- [Exercise prompt]:
Transcribe the listing that follows in full, exactly, and drop its images.

- [Data in this exercise]:
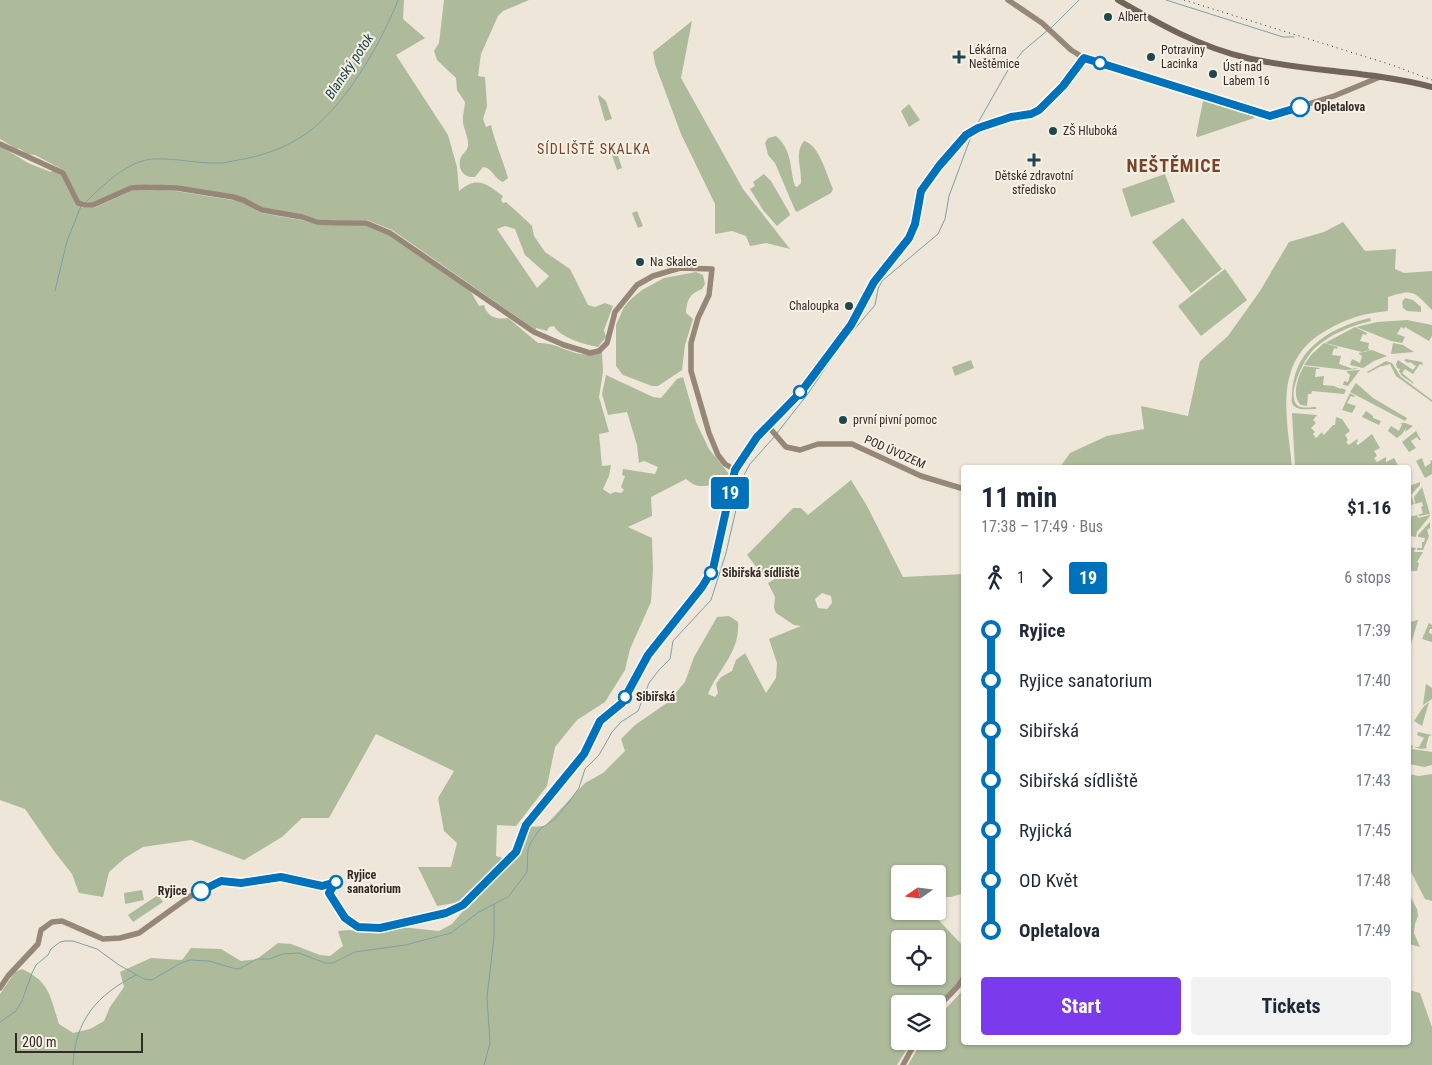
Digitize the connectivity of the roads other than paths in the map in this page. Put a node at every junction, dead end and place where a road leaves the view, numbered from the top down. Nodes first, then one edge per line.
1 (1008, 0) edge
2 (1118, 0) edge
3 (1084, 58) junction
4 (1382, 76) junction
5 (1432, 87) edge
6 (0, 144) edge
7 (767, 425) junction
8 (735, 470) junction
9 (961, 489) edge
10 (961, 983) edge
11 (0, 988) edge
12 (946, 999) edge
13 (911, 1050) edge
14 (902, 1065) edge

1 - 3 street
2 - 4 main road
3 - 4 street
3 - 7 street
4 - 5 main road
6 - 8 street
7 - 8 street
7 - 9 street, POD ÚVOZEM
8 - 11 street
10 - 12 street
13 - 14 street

- [Worked solution]:
Digitize the connectivity of the roads other than paths in the map in this page. Put a node at every junction, dead end and place where a road leaves the view, numbered from the top down. Nodes first, then one edge per line.
1 (1008, 0) edge
2 (1118, 0) edge
3 (1084, 58) junction
4 (1382, 76) junction
5 (1432, 87) edge
6 (0, 144) edge
7 (767, 425) junction
8 (735, 470) junction
9 (961, 489) edge
10 (961, 983) edge
11 (0, 988) edge
12 (946, 999) edge
13 (911, 1050) edge
14 (902, 1065) edge

1 - 3 street
2 - 4 main road
3 - 4 street
3 - 7 street
4 - 5 main road
6 - 8 street
7 - 8 street
7 - 9 street, POD ÚVOZEM
8 - 11 street
10 - 12 street
13 - 14 street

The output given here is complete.